Denton verbal assault on BHP minePublished by MAC on 2003-11-14
Denton verbal assault on BHP mine
By Barry FitzGerald, Resources Editor, The Age
November 14, 2003
ABC TV host and funny man Andrew Denton did not get the answers he was looking for when he quizzed BHP Billiton chairman Don Argus at the group's annual meeting at the Melbourne Concert Hall yesterday.
So much so that after Mr Denton and 700 other shareholders had filed out of the 190-minute meeting, Mr Denton scored the chairman's performance as "poor". "It's good to know that the ability of not answering a question at great length is not restricted to Canberra," Mr Denton said.

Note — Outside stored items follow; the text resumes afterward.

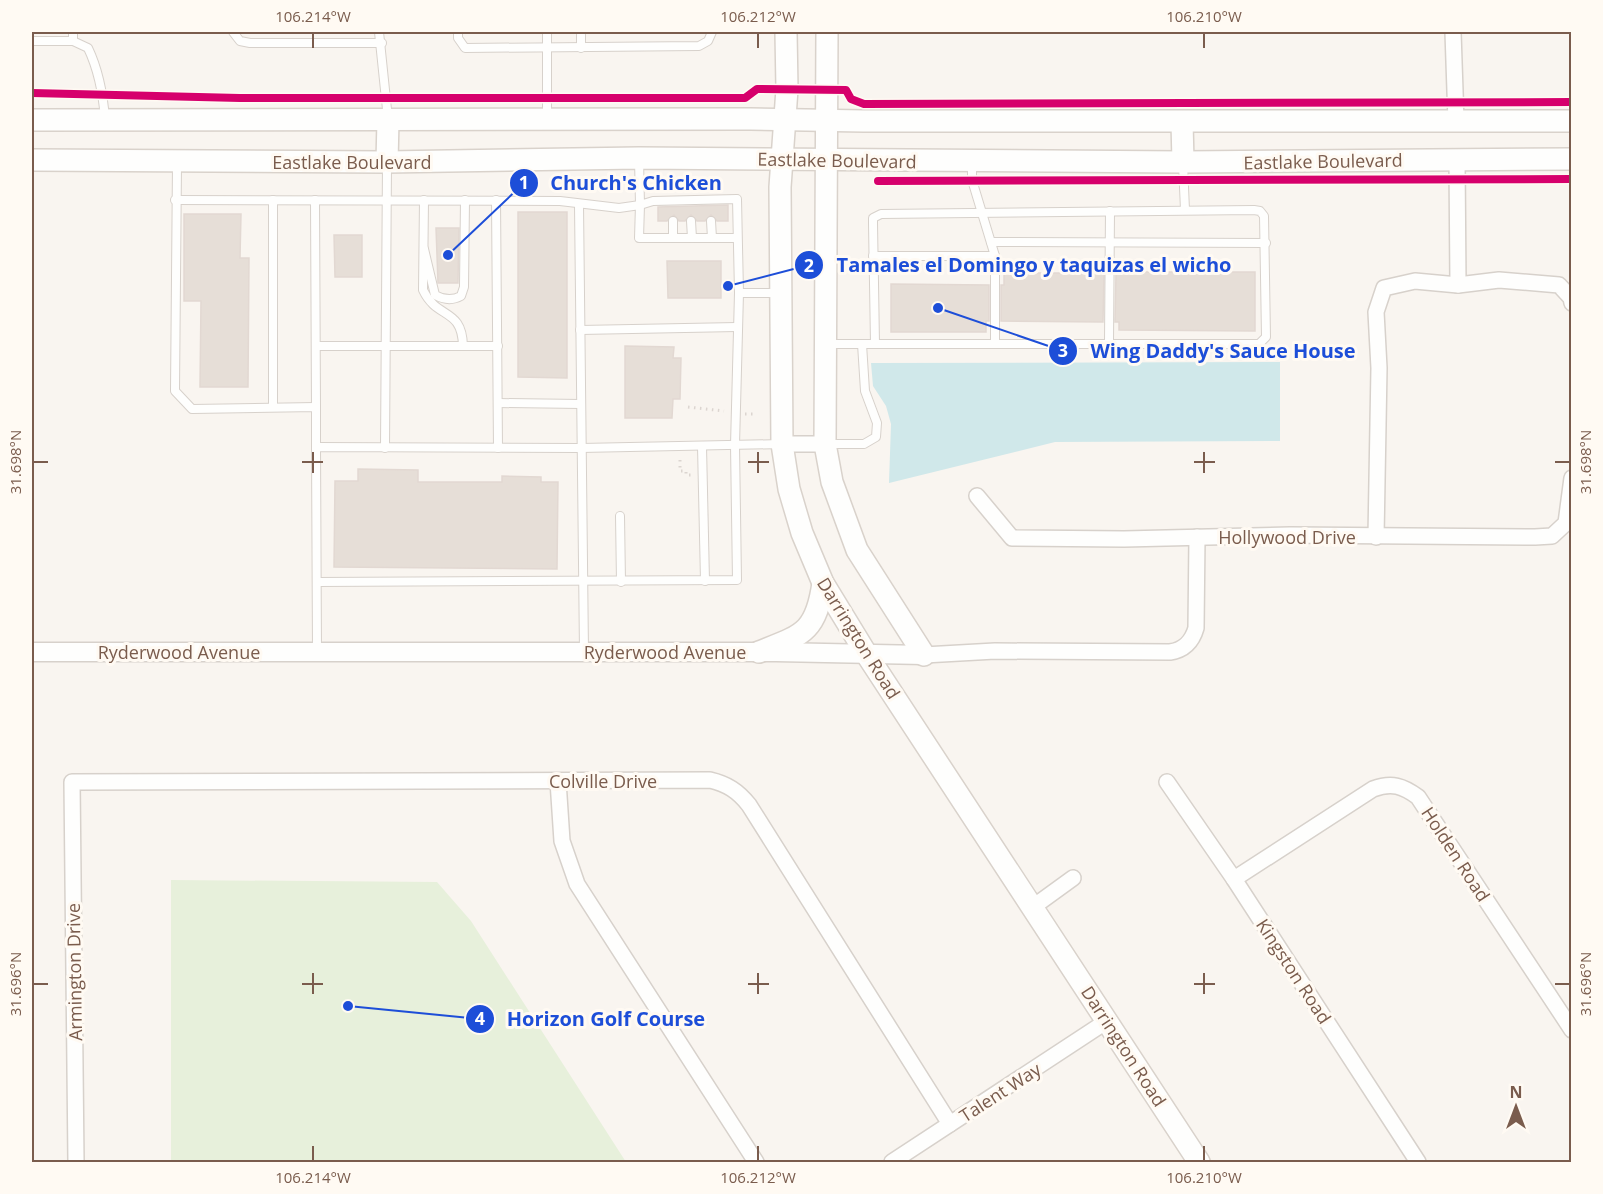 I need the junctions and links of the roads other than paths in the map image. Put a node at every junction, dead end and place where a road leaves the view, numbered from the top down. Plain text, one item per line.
1 (73, 32) edge
2 (233, 32) edge
3 (379, 32) edge
4 (458, 32) edge
5 (547, 32) edge
6 (712, 32) edge
7 (786, 32) edge
8 (827, 32) edge
9 (1453, 32) edge
10 (581, 35) dead end
11 (661, 36) dead end
12 (603, 37) dead end
13 (620, 37) dead end
14 (640, 37) dead end
15 (73, 40) junction
16 (32, 41) edge
17 (382, 43) junction
18 (661, 46) junction
19 (620, 47) junction
20 (640, 47) junction
21 (547, 48) junction
22 (581, 48) junction
23 (603, 48) junction
24 (32, 120) edge
25 (105, 120) junction
26 (388, 120) junction
27 (548, 120) junction
28 (785, 120) junction
29 (826, 120) junction
30 (1456, 121) junction
31 (1572, 121) edge
32 (1182, 122) junction
33 (639, 158) junction
34 (1457, 159) junction
35 (1572, 159) edge
36 (32, 160) edge
37 (781, 160) junction
38 (825, 161) junction
39 (972, 161) junction
40 (177, 162) junction
41 (387, 162) junction
42 (1183, 162) junction
43 (175, 200) junction
44 (273, 200) junction
45 (315, 200) junction
46 (387, 200) junction
47 (424, 200) junction
48 (465, 200) junction
49 (496, 200) junction
50 (579, 205) junction
51 (640, 205) junction
52 (1185, 210) junction
53 (1110, 211) junction
54 (982, 212) junction
55 (673, 221) dead end
56 (692, 221) dead end
57 (711, 221) dead end
58 (673, 238) junction
59 (692, 238) junction
60 (712, 238) junction
61 (737, 238) junction
62 (991, 242) junction
63 (1110, 242) junction
64 (1266, 243) junction
65 (424, 249) junction
66 (873, 256) junction
67 (995, 256) junction
68 (1458, 285) junction
69 (739, 293) junction
70 (780, 293) junction
71 (1572, 303) edge
72 (737, 327) junction
73 (580, 330) junction
74 (995, 342) junction
75 (1109, 342) junction
76 (825, 344) junction
77 (862, 344) junction
78 (875, 344) junction
79 (316, 346) junction
80 (386, 346) junction
81 (463, 346) junction
82 (498, 346) junction
83 (498, 403) junction
84 (581, 404) junction
85 (273, 407) junction
86 (316, 407) junction
87 (782, 444) junction
88 (825, 444) junction
89 (735, 445) junction
90 (702, 446) junction
91 (316, 447) junction
92 (385, 448) junction
93 (498, 448) junction
94 (581, 448) junction
95 (1572, 478) edge
96 (977, 496) dead end
97 (620, 516) dead end
98 (1197, 537) junction
99 (1376, 537) junction
100 (705, 580) junction
101 (317, 582) junction
102 (583, 582) junction
103 (621, 582) junction
104 (823, 583) junction
105 (32, 652) edge
106 (317, 652) junction
107 (584, 652) junction
108 (759, 652) junction
109 (867, 655) junction
110 (924, 655) junction
111 (558, 781) junction
112 (72, 782) joint
113 (1167, 782) dead end
114 (1073, 878) dead end
115 (1234, 879) junction
116 (1033, 907) junction
117 (1107, 1021) junction
118 (1572, 1030) edge
119 (950, 1124) junction
120 (76, 1162) edge
121 (756, 1162) edge
122 (892, 1162) edge
123 (1199, 1162) edge
124 (1418, 1162) edge

1 - 15 lane
2 - 17 lane
3 - 17 lane
4 - 21 lane
5 - 21 lane
6 - 18 lane
7 - 28 main road, Darrington Road
8 - 29 main road
9 - 30 street
10 - 22 lane
11 - 18 lane
12 - 23 lane
13 - 19 lane
14 - 20 lane
15 - 16 lane
15 - 25 lane
17 - 26 lane
18 - 20 lane
19 - 20 lane
19 - 23 lane
21 - 22 lane
21 - 27 lane
22 - 23 lane
24 - 25 main road
25 - 26 main road
26 - 27 main road
26 - 41 main road
27 - 28 main road
28 - 29 main road
28 - 37 main road, Darrington Road
29 - 32 main road
29 - 38 main road
30 - 31 main road
30 - 32 main road
32 - 42 main road
33 - 37 main road, Eastlake Boulevard
33 - 41 main road, Eastlake Boulevard
33 - 51 lane
34 - 35 main road, Eastlake Boulevard
34 - 42 main road, Eastlake Boulevard
34 - 68 street
36 - 40 main road, Eastlake Boulevard
37 - 38 main road, Eastlake Boulevard
37 - 70 main road, Darrington Road
38 - 39 main road, Eastlake Boulevard
38 - 76 main road
39 - 42 main road, Eastlake Boulevard
39 - 54 lane
40 - 41 main road, Eastlake Boulevard
40 - 43 lane
41 - 46 lane
42 - 52 lane
43 - 44 lane
43 - 85 lane
44 - 45 lane
44 - 85 lane
45 - 46 lane
45 - 79 lane
46 - 47 lane
46 - 80 lane
47 - 48 lane
47 - 65 lane
48 - 49 lane
48 - 65 lane
49 - 50 lane
49 - 82 lane
50 - 51 lane
50 - 73 lane
51 - 58 lane
51 - 61 lane
52 - 53 lane
52 - 64 lane
53 - 54 lane
53 - 63 lane
54 - 62 lane
54 - 66 lane
55 - 58 lane
56 - 59 lane
57 - 60 lane
58 - 59 lane
59 - 60 lane
60 - 61 lane
61 - 69 lane
62 - 63 lane
62 - 67 lane
63 - 64 lane
63 - 75 lane
64 - 75 lane
65 - 81 lane
66 - 67 lane
66 - 78 lane
67 - 74 lane
68 - 71 street
68 - 99 street
69 - 70 lane
69 - 72 lane
70 - 87 main road, Darrington Road
72 - 73 lane
72 - 89 lane
73 - 84 lane
74 - 75 lane
74 - 78 lane
76 - 77 lane
76 - 88 main road
77 - 78 lane
77 - 88 lane
79 - 80 lane
79 - 86 lane
80 - 81 lane
80 - 92 lane
81 - 82 lane
82 - 83 lane
83 - 84 lane
83 - 93 lane
84 - 94 lane
85 - 86 lane
86 - 91 lane
87 - 88 street
87 - 89 lane
87 - 104 main road, Darrington Road
88 - 110 main road
89 - 90 lane
89 - 100 lane
90 - 94 lane
90 - 100 lane
91 - 92 lane
91 - 101 lane
92 - 93 lane
93 - 94 lane
94 - 102 lane
95 - 99 street, Hollywood Drive
96 - 98 street, Hollywood Drive
97 - 103 lane
98 - 99 street, Hollywood Drive
98 - 110 street, Ryderwood Avenue
100 - 103 lane
101 - 102 lane
101 - 106 lane
102 - 103 lane
102 - 107 lane
104 - 108 main road
104 - 109 main road, Darrington Road
105 - 106 street, Ryderwood Avenue
106 - 107 street, Ryderwood Avenue
107 - 108 street, Ryderwood Avenue
108 - 109 street, Ryderwood Avenue
109 - 110 street, Ryderwood Avenue
109 - 116 main road, Darrington Road
111 - 112 street, Colville Drive
111 - 119 street, Colville Drive
111 - 121 street
112 - 120 street, Armington Drive
113 - 115 street, Kingston Road
114 - 116 street
115 - 118 street, Holden Road
115 - 124 street, Kingston Road
116 - 117 main road, Darrington Road
117 - 119 street, Talent Way
117 - 123 main road, Darrington Road
119 - 122 street, Talent Way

Mr Denton quizzed Mr Argus on BHP Billiton's plans for the Gag Island nickel deposit in Indonesia and supported a call from shareholder activist Stephen Mayne for the company to provide a full explanation for the shock departure of Brian Gilbertson as chief executive earlier this year.
Mr Denton and a procession of other environmental/human rights shareholders asked whether BHP Billiton had been involved in Federal Government lobbying efforts with the Indonesian Government to allow mining on Gag Island, which the United Nations Educational, Scientific and Cultural Organisation believes might be worthy of World Heritage listing.

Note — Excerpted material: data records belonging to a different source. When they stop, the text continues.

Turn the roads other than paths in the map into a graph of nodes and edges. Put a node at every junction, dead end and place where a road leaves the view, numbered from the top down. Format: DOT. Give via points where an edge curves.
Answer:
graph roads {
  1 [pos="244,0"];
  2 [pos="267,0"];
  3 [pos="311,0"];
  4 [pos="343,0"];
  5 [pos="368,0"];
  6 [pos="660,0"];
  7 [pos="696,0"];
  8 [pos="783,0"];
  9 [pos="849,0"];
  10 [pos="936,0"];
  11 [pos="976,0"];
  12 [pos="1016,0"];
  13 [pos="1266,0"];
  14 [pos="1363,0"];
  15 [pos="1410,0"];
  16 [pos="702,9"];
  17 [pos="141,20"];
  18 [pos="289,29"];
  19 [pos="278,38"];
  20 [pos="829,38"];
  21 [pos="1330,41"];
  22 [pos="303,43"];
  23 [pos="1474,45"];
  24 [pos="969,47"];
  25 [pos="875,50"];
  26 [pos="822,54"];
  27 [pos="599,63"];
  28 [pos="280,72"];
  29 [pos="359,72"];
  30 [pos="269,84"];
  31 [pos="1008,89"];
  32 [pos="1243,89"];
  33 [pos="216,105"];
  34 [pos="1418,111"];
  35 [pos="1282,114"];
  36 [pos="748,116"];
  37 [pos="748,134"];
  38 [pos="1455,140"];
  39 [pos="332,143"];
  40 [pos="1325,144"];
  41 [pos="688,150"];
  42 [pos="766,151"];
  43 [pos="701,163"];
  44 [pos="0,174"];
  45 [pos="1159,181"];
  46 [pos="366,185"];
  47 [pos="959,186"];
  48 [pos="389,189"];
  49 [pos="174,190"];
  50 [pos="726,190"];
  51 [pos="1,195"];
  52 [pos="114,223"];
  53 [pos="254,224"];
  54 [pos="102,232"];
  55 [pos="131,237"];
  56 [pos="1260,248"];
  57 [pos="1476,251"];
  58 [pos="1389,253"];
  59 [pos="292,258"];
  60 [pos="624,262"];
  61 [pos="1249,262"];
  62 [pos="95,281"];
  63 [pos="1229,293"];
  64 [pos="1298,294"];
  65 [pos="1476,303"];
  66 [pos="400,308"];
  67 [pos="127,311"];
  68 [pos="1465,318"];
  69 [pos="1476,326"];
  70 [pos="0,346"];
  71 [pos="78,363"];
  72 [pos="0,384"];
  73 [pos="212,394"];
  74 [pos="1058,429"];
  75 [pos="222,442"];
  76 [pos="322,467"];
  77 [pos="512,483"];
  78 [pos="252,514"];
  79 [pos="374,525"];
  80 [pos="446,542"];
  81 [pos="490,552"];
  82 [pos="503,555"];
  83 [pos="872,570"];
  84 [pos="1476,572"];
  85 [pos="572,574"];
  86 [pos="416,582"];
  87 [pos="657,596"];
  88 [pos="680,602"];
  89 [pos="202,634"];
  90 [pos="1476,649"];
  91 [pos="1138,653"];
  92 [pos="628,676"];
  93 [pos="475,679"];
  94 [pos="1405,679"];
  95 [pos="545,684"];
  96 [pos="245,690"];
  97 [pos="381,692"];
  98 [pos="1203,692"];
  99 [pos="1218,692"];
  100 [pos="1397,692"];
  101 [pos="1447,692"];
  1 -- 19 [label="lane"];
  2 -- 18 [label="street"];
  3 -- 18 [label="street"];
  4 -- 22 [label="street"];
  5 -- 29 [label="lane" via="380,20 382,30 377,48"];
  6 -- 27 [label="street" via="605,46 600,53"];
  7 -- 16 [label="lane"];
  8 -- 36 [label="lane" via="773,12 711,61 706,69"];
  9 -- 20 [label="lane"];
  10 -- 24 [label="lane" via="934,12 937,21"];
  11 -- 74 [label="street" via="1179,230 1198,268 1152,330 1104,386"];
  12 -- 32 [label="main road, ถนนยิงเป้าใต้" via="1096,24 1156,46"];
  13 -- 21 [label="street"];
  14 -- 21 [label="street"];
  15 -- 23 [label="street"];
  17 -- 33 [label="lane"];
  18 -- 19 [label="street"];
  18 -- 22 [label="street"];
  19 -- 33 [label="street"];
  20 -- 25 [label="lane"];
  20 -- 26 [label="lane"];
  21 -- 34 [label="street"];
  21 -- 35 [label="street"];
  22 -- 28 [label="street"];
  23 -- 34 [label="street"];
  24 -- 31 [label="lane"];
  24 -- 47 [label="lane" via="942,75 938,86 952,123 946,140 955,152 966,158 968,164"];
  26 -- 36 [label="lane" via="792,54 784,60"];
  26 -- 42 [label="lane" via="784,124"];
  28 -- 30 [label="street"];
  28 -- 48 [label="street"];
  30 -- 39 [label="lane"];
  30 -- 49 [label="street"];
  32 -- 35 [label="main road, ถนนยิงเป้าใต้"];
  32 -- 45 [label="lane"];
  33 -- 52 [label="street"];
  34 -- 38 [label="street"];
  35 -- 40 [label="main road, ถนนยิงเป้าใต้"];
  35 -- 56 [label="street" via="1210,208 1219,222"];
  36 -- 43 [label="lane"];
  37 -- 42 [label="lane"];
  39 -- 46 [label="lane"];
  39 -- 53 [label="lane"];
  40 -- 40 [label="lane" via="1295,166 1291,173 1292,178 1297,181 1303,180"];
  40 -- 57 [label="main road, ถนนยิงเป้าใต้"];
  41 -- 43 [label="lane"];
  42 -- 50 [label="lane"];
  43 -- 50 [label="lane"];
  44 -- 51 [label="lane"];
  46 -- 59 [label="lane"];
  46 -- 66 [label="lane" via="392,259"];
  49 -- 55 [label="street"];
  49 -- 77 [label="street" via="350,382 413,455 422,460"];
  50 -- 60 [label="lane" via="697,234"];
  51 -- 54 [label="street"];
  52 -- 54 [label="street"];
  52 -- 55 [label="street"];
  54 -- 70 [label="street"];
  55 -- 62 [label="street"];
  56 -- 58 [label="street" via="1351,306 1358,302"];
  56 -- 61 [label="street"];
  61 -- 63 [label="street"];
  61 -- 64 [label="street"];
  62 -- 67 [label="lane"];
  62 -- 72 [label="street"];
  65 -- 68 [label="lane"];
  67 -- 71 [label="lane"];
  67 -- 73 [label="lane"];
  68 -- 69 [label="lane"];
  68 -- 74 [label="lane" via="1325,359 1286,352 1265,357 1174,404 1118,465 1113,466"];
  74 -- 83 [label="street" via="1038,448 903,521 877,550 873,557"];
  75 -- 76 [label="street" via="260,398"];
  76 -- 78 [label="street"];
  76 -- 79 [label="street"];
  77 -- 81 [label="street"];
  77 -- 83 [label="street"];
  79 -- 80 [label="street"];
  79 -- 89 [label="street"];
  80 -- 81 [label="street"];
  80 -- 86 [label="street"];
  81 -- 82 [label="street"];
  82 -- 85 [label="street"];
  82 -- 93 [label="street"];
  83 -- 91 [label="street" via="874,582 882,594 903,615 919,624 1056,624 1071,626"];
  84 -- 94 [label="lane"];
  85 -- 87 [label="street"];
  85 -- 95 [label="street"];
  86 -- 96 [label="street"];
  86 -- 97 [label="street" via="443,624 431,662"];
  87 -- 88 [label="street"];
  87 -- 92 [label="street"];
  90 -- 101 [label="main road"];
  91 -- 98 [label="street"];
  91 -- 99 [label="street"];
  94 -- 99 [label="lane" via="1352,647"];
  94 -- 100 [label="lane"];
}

But Mr Argus said no work was being done on the project and that he was not aware of the group's involvement in any lobbying efforts. He said he would ask the question himself at the group's next board meeting.
Speaking from London, BHP Billiton chief executive Chip Goodyear reaffirmed the group's commitment not to mine in areas of global environmental significance. But he stopped short of saying that BHP Billiton would never seek to develop a mine on Gag Island.
Mr Denton said the company had effectively "left themselves a lot of holes to slide out of" on the subject of Gag Island.
He said he found it extraordinary that Mr Argus did not have any knowledge of the lobbying by the Federal Government.
"It's good to know that the ability of not answering a question at great length is not restricted to Canberra." - Andrew Denton
In response to the request for more information on Mr Gilbertson's departure, Mr Argus would say only what had been previously said, that it was due to irreconcilable differences with the board.
Mr Denton said he owned several hundred shares in his superannuation fund and that he was drawn to the Gag Island issue by his musician friend, David Bridie.
BHP Billiton was also taken to task at the meeting by unions over its use of individual employment contracts at its West Australian iron ore operations.
The Construction, Forestry, Mining and Energy Union (CFMEU) mining division's federal president, Tony Maher, asked whether the company was in breach of a United Nations compact obliging a signatory to allow workers to bargain collectively.
Mr Argus said the compact "does not suggest that employers change their industrial relations framework", adding that the company was committed to freedom of association and that all its employees were free to join a union.